In addition, throughout the deposition, Mr. Good professed to have substantial difficulty remembering many important details. Near the end of the deposition, Mr. Good revealed, in an apparent "slip of the tongue," that he had been "coached" to say "I do not recall" whenever he did not have a precise recollection of facts that would answer a question posed to him:
[By Mr. Good] It's my understanding under these circumstances, that if I don't remember something for sure, my - the correct answer is I do not recall. I do not remember.
[By Plaintiffs' Counsel] But if I ask you whether you think you know, are you saying you will not answer that question?
[By Mr. Good] It's my understanding that is not an appropriate answer under this environment.
[By Plaintiffs' Counsel] So when I have asked you questions up to this point in time, you may have thought you knew, but if you weren't sure, you told me you didn't remember.

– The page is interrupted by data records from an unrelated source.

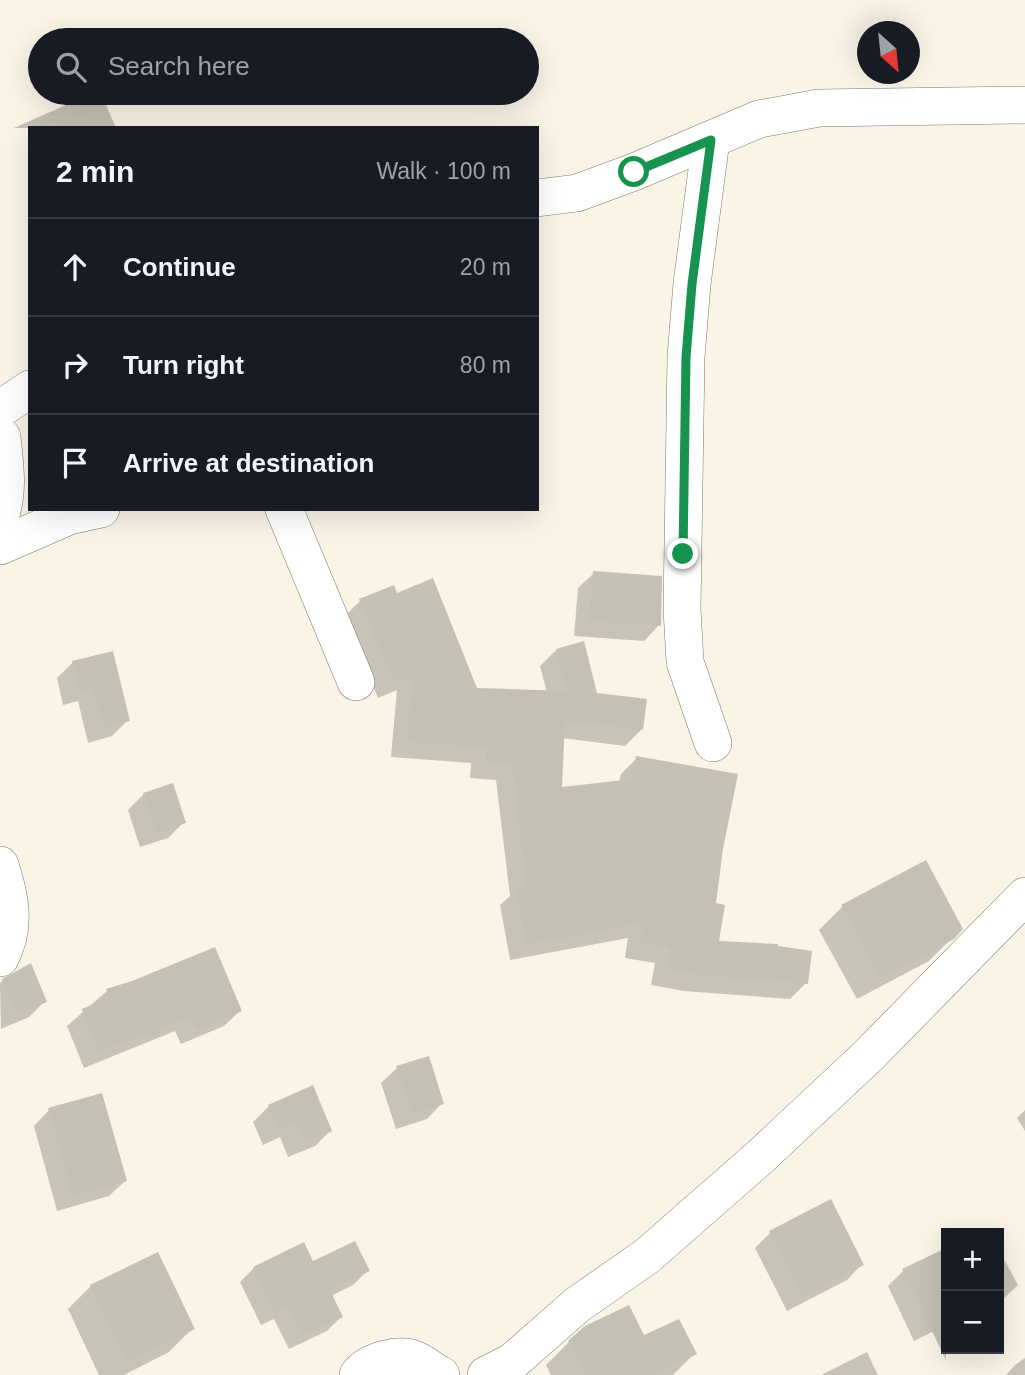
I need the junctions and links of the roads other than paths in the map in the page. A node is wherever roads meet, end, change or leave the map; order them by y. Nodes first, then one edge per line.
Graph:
1 (1024, 105) edge
2 (711, 140) junction
3 (539, 198) edge
4 (28, 392) edge
5 (1, 427) edge
6 (28, 481) edge
7 (77, 511) edge
8 (285, 511) edge
9 (0, 517) edge
10 (0, 546) edge
11 (356, 682) dead end
12 (713, 743) dead end
13 (0, 864) edge
14 (1025, 896) edge
15 (0, 958) edge
16 (358, 1375) edge
17 (441, 1375) edge
18 (486, 1375) edge

1 - 2 street
2 - 3 street
2 - 12 street
4 - 5 street
5 - 6 street
5 - 9 street
7 - 10 street
8 - 11 street
13 - 15 street
14 - 18 street
16 - 17 street

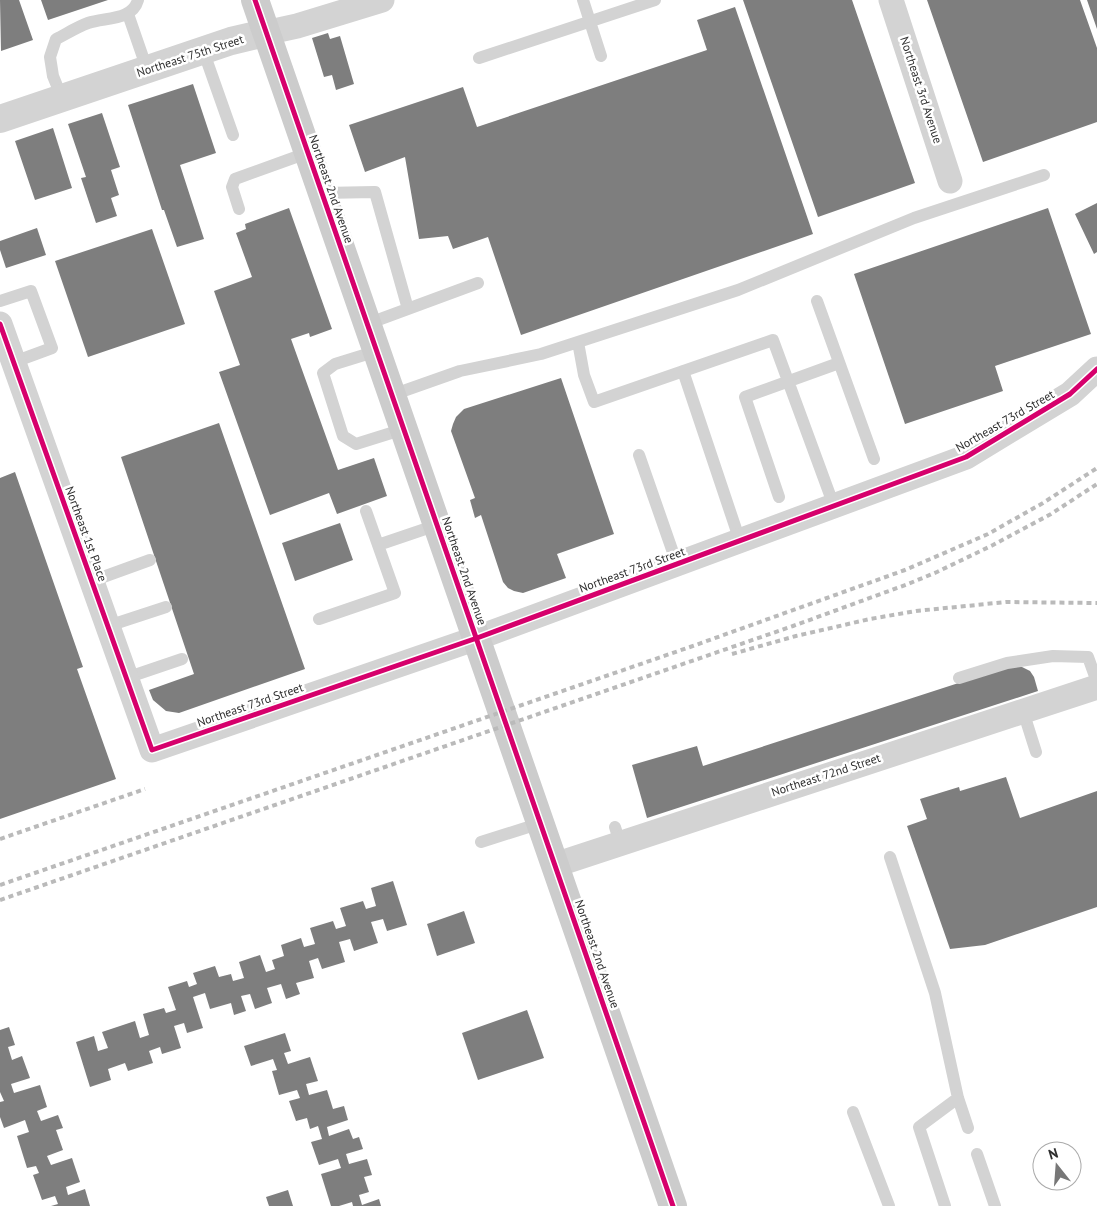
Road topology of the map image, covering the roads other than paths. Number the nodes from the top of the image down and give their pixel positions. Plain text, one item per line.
1 (138, 0) edge
2 (255, 0) edge
3 (382, 0) edge
4 (583, 0) edge
5 (655, 0) edge
6 (891, 0) edge
7 (128, 14) junction
8 (590, 21) junction
9 (265, 33) junction
10 (203, 50) junction
11 (601, 56) dead end
12 (479, 58) dead end
13 (147, 69) junction
14 (62, 98) junction
15 (0, 119) edge
16 (233, 135) dead end
17 (307, 152) junction
18 (1044, 175) dead end
19 (954, 192) junction
20 (322, 193) junction
21 (239, 209) dead end
22 (478, 283) dead end
23 (0, 301) edge
24 (817, 301) dead end
25 (408, 309) junction
26 (0, 324) edge
27 (367, 324) junction
28 (578, 342) junction
29 (377, 350) junction
30 (14, 362) junction
31 (839, 363) junction
32 (1097, 368) edge
33 (683, 371) junction
34 (789, 381) junction
35 (392, 395) junction
36 (404, 429) junction
37 (640, 455) dead end
38 (874, 459) dead end
39 (779, 497) dead end
40 (834, 506) junction
41 (366, 511) dead end
42 (437, 525) junction
43 (740, 541) junction
44 (378, 545) junction
45 (150, 560) dead end
46 (677, 564) junction
47 (92, 581) junction
48 (166, 607) dead end
49 (319, 619) dead end
50 (108, 626) junction
51 (477, 638) junction
52 (182, 659) dead end
53 (126, 678) junction
54 (959, 678) dead end
55 (1097, 682) edge
56 (1097, 687) edge
57 (1023, 711) junction
58 (152, 750) joint
59 (1036, 752) dead end
60 (540, 823) junction
61 (482, 842) dead end
62 (890, 857) dead end
63 (555, 865) junction
64 (958, 1098) junction
65 (853, 1112) dead end
66 (968, 1128) dead end
67 (977, 1154) dead end
68 (674, 1206) edge
69 (889, 1206) edge
70 (945, 1206) edge
71 (995, 1206) edge

1 - 7 lane
2 - 9 main road, Northeast 2nd Avenue
3 - 9 street, Northeast 75th Street
4 - 8 lane
5 - 8 lane
6 - 19 street, Northeast 3rd Avenue
7 - 13 lane
7 - 14 lane
8 - 11 lane
8 - 12 lane
9 - 10 street, Northeast 75th Street
9 - 17 main road, Northeast 2nd Avenue
10 - 13 street, Northeast 75th Street
10 - 16 lane
13 - 14 street, Northeast 75th Street
14 - 15 street, Northeast 75th Street
17 - 20 main road, Northeast 2nd Avenue
17 - 21 lane
18 - 19 lane
19 - 28 lane
20 - 25 lane
20 - 27 main road, Northeast 2nd Avenue
22 - 25 lane
23 - 30 lane
24 - 31 lane
25 - 27 lane
26 - 30 street, Northeast 1st Place
27 - 29 main road, Northeast 2nd Avenue
28 - 33 lane
28 - 35 lane
29 - 35 main road, Northeast 2nd Avenue
29 - 36 lane
30 - 47 street, Northeast 1st Place
31 - 34 lane
31 - 38 lane
32 - 40 street, Northeast 73rd Street
33 - 34 lane
33 - 43 lane
34 - 39 lane
34 - 40 lane
35 - 36 main road, Northeast 2nd Avenue
36 - 42 main road, Northeast 2nd Avenue
37 - 46 lane
40 - 43 street, Northeast 73rd Street
41 - 44 lane
42 - 44 lane
42 - 51 main road, Northeast 2nd Avenue
43 - 46 street, Northeast 73rd Street
44 - 49 lane
45 - 47 lane
46 - 51 street, Northeast 73rd Street
47 - 50 street, Northeast 1st Place
48 - 50 lane
50 - 53 street, Northeast 1st Place
51 - 58 street, Northeast 73rd Street
51 - 60 main road, Northeast 2nd Avenue
52 - 53 lane
53 - 58 street, Northeast 1st Place
54 - 55 lane
56 - 57 street, Northeast 72nd Street
57 - 59 lane
57 - 63 street, Northeast 72nd Street
60 - 61 lane
60 - 63 main road, Northeast 2nd Avenue
62 - 64 lane
63 - 68 main road, Northeast 2nd Avenue
64 - 66 lane
64 - 70 lane
65 - 69 lane
67 - 71 lane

[By Mr. Good] I believe that's correct.
Depo. at 245; see also Depo. at 216. Mr. Good also revealed that he had spent approximately three (3) hours with Clinton Justice Department counsel and White House counsel preparing for his deposition. Depo. at 60. The only logical conclusion to be drawn from Mr. Good's revelations is that the Clinton Justice Department and the White House Counsel's Office,(1) in yet another attempt to frustrate Plaintiffs' legitimate discovery efforts, improperly instructed Mr. Good to answer "I do not remember" whenever he was less than absolutely certain about answering a question Plaintiffs posed to him.
Consequently, not only should Mr. Good be compelled to respond to questions the Clinton Justice Department instructed him not to answer, but Plaintiffs should be allowed to continue Mr. Good's deposition to requestion him about any answer in which he professed to have a lack of memory. Plaintiffs should also be awarded attorneys fees and costs for having to prepare this motion and for having to reconvene Mr. Good's deposition.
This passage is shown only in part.